Isn’t it annoying when you’re in an argument or discussion with someone, they say something you know isn’t right, but you can’t quite put your finger on what it is?

Chances are they’ve committed a logical fallacy.

Sometimes logical fallacies are easy spot, sometimes not so easy, especially if you’ve never been taught what to look out for.

In this article I’m going to share with you seven logical fallacies that you’ve probably never heard of, but you definitely should know about:

Let’s begin:

Appeal to worst problems (aka “not as bad as” or “relative privation”)

logical fallacy

Don’t you hate it when you complain about something that genuinely sucks, only to have someone else dismiss your valid complaint by comparing it to even worse problems in the world?

You: “This food is disgusting!”

Her: “There are millions of starving children in the world with nothing to eat at all!”

This is the fallacy of appealing to worse problems (aka “not as bad as” or “relative privation”) and it occurs when someone tries to make a situation appear better or worse by comparing it to the best or worst case scenario.

Whether or not there are millions of starving children or not, that has nothing to do with whether or not your food is disgusting, burnt or has a hair in it.

You: “$4 an hour?
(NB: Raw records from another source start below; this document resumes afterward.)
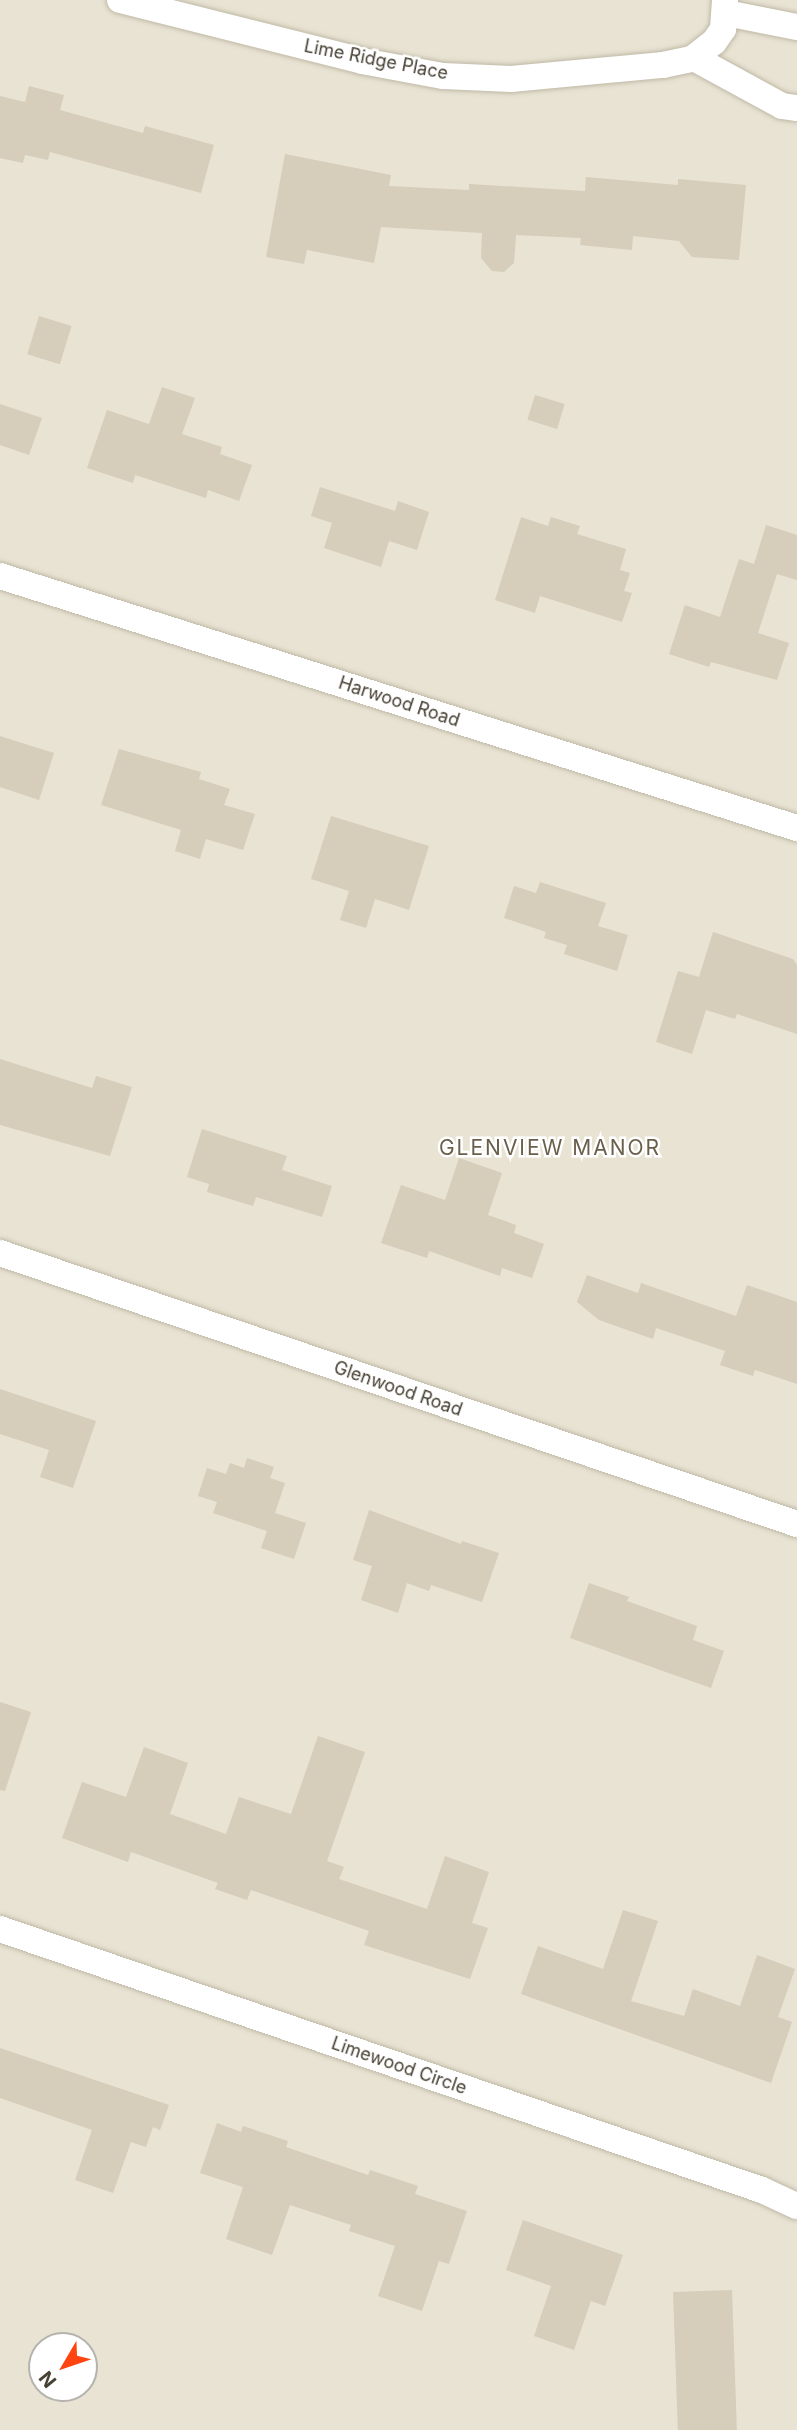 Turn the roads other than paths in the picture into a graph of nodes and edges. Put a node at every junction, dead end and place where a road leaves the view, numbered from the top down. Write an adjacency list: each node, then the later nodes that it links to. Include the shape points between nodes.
1 (120, 0): 4 (street, Lime Ridge Place, via 362,61 443,76 563,76 663,65)
2 (725, 6): 3 (street); 4 (street, via 723,29)
3 (797, 27)
4 (704, 50): 5 (street, via 782,106)
5 (797, 108)
6 (0, 576): 7 (street, Harwood Road)
7 (797, 828)
8 (0, 1254): 9 (street, Glenwood Road)
9 (797, 1524)
10 (0, 1929): 11 (street, Limewood Circle, via 762,2190)
11 (797, 2206) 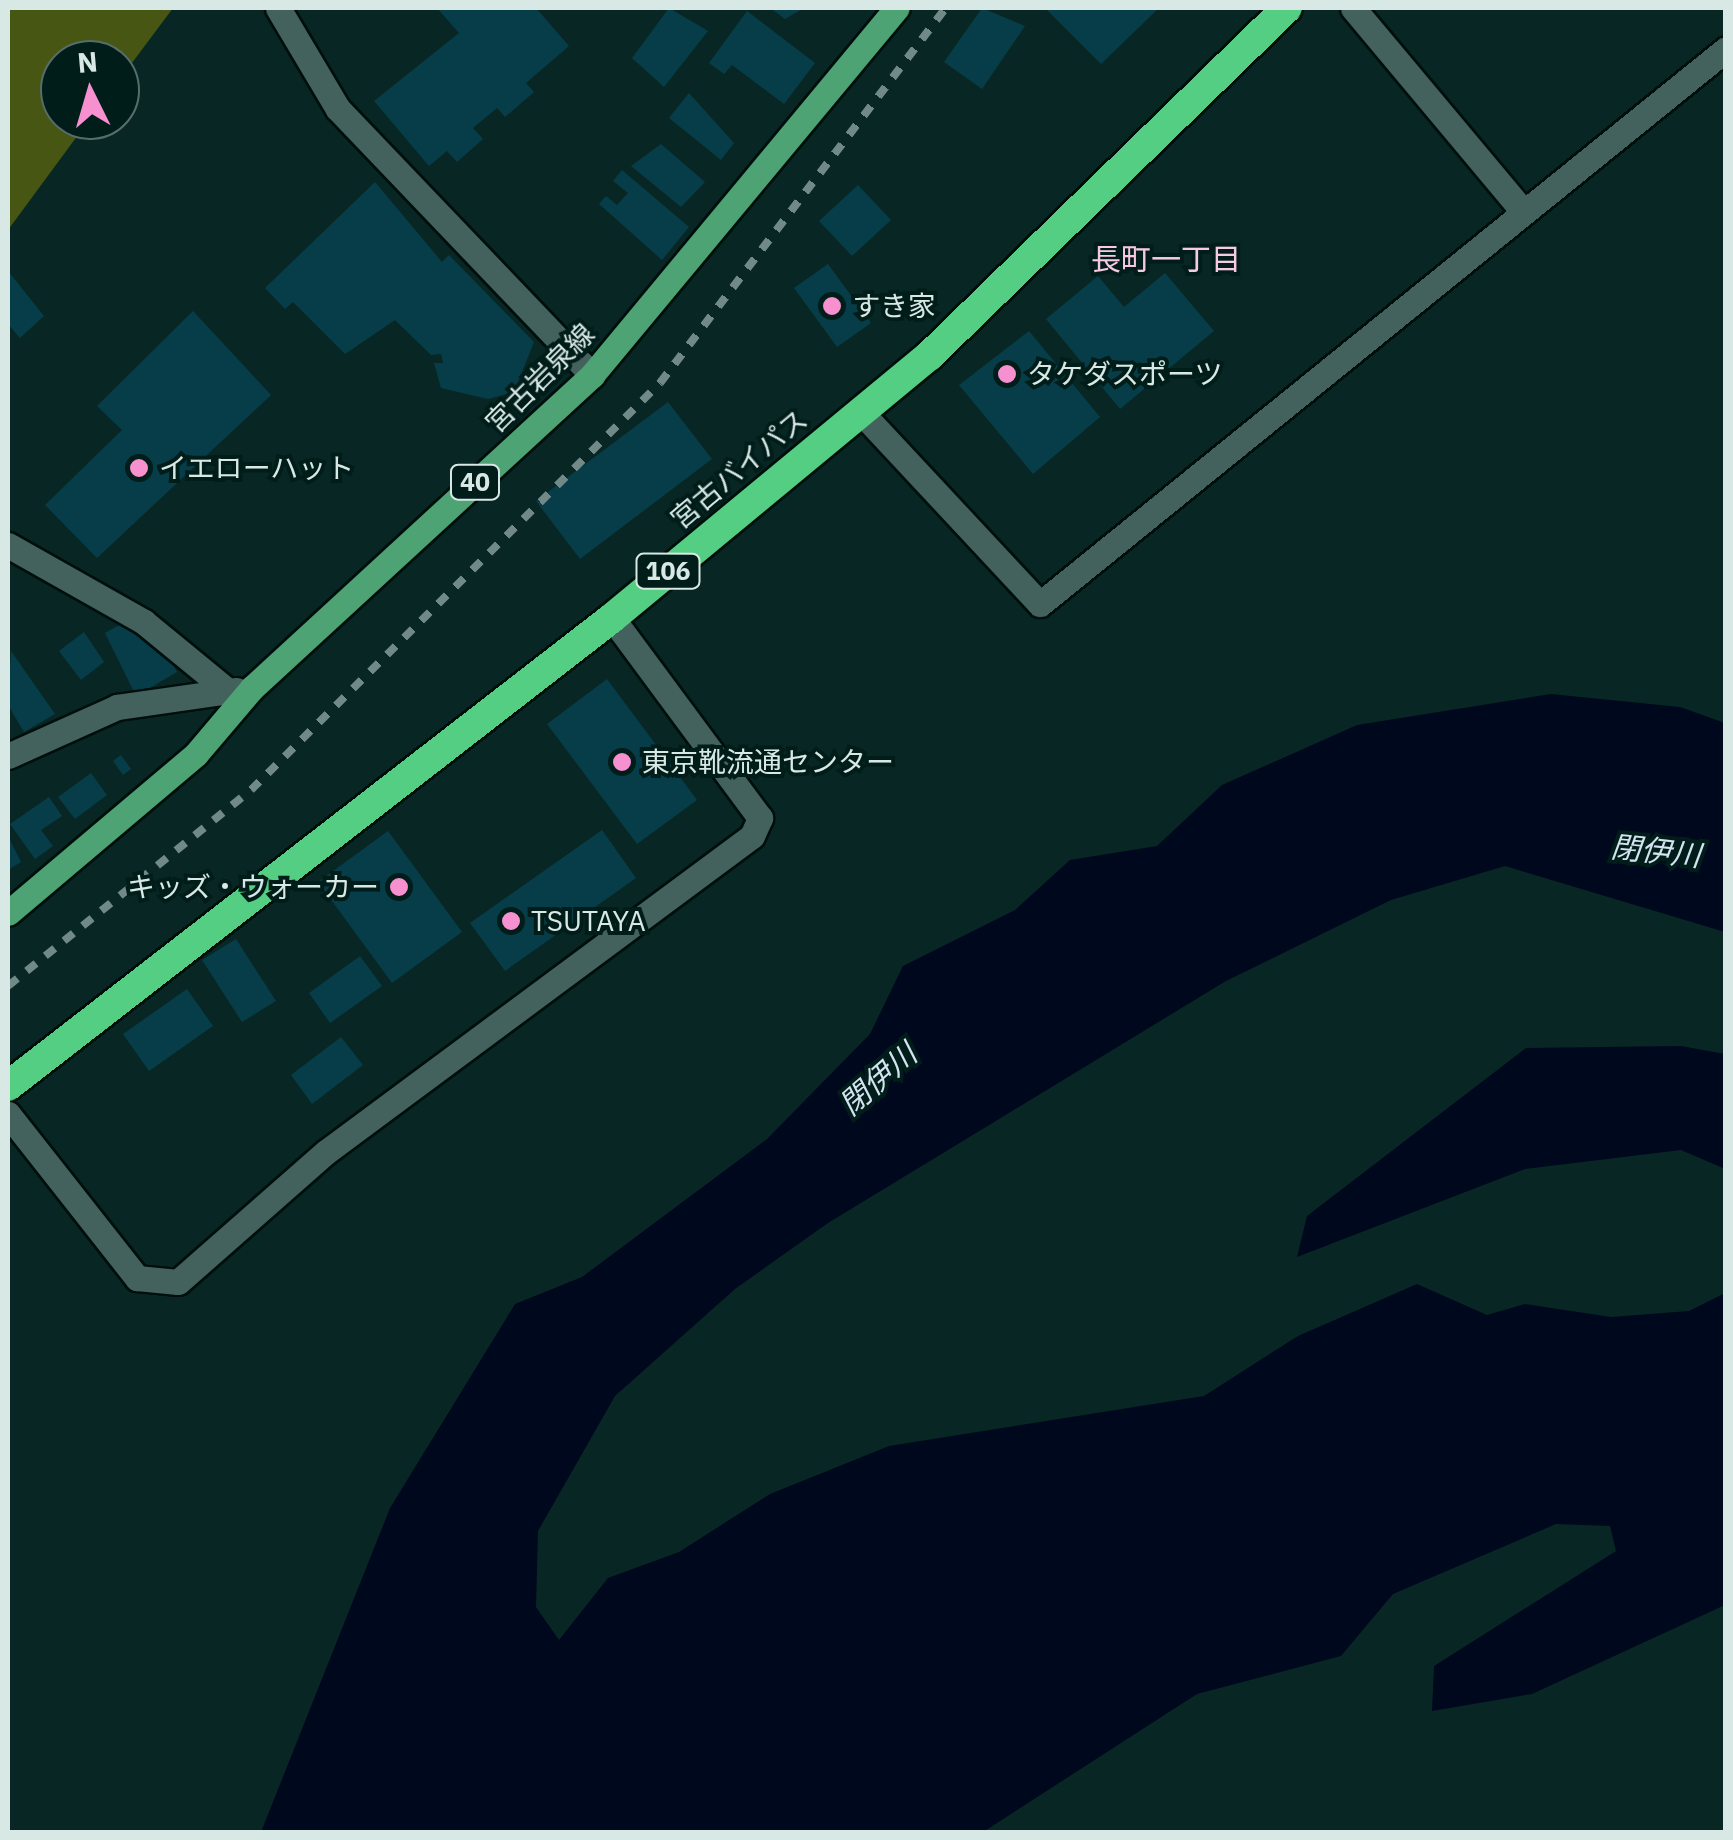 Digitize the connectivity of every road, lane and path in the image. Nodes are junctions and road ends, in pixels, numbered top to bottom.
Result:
1 (278, 8) edge
2 (897, 8) edge
3 (1287, 8) edge
4 (1352, 8) edge
5 (1726, 49) edge
6 (1523, 212) junction
7 (592, 375) junction
8 (859, 410) junction
9 (8, 545) edge
10 (612, 618) junction
11 (240, 690) junction
12 (8, 754) edge
13 (8, 913) edge
14 (8, 1086) edge
15 (8, 1114) edge

1 - 7 street
2 - 7 main road, 宮古岩泉線 / 40
3 - 8 highway, 宮古バイパス / 106
4 - 6 street
5 - 6 street
6 - 8 street
7 - 11 main road, 宮古岩泉線 / 40
8 - 10 highway, 宮古バイパス / 106
9 - 11 street
10 - 14 highway, 宮古バイパス / 106
10 - 15 street
11 - 12 street
11 - 13 main road, 宮古岩泉線 / 40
What a shit wage!”

Him: “There are millions of homeless people around the world that would love to have a job!”

Regardless of how many homeless people there are, that has nothing to do with whether $4 an hour is a shit wage or not.

Just because your situation isn’t as bad as others, or isn’t the worst case scenario, that doesn’t mean you don’t have valid grounds for complaint, or that you’re not making a valid argument.

When someone dismisses a complaint as “first world problems” that often falls under this fallacy.

NAXALT fallacy (not all X are like that)

Have you ever made a statement which is obviously true in your experience, and then someone else tries to casually dismiss it simply because there are exceptions to the rule?

You: “Men are stronger than women”

Her: “Not ALL men are stronger than women”

Sheesh.

Well duh.

Just because there are exceptions to the rule, that doesn’t mean that a statement isn’t true for the most part, or that there aren’t generalities or trends that exist in groups, or that no possible conclusions can be drawn about a certain culture, gender, race, city, country etc.

Exceptions and outliers may exist, but they’re not the norm, and people shouldn’t have to preface everything they say with “generally speaking” etc.

To say that you can’t make any generalized claims about any group because exceptions and outliers exist is stupid.

PS: Travelling the world I’ve learnt that stereotypes exist for a reason, and it isn’t for no reason that people think and say the things they do.

Tu quoque (aka “appeal to hypocrisy”)

“If everyone is guilty of something, is no one guilty of anything?” – Merriam-Webster

Tu quoque (aka “appeal to hypocrisy”) is when someone tries to divert attention away from one subject, by pointing the finger at someone or something else.

You: “Donald Trump is a liar! He’s lied thousands of times!”

Her: “What about all the lies that Hillary Clinton told!”

Whether or not Hillary Clinton has told more, less, or the exact same amount of lies as Trump, has nothing to do with whether or not Trump is a liar. Comments like these are just an attempt to change the subject and deflect attention away from the topic at hand.

You: “There are over 14, 000 gun homicides in America each year… school shootings continue… something has to be done about the gun laws…”

Him: “What about the thousands of knife attacks in London!”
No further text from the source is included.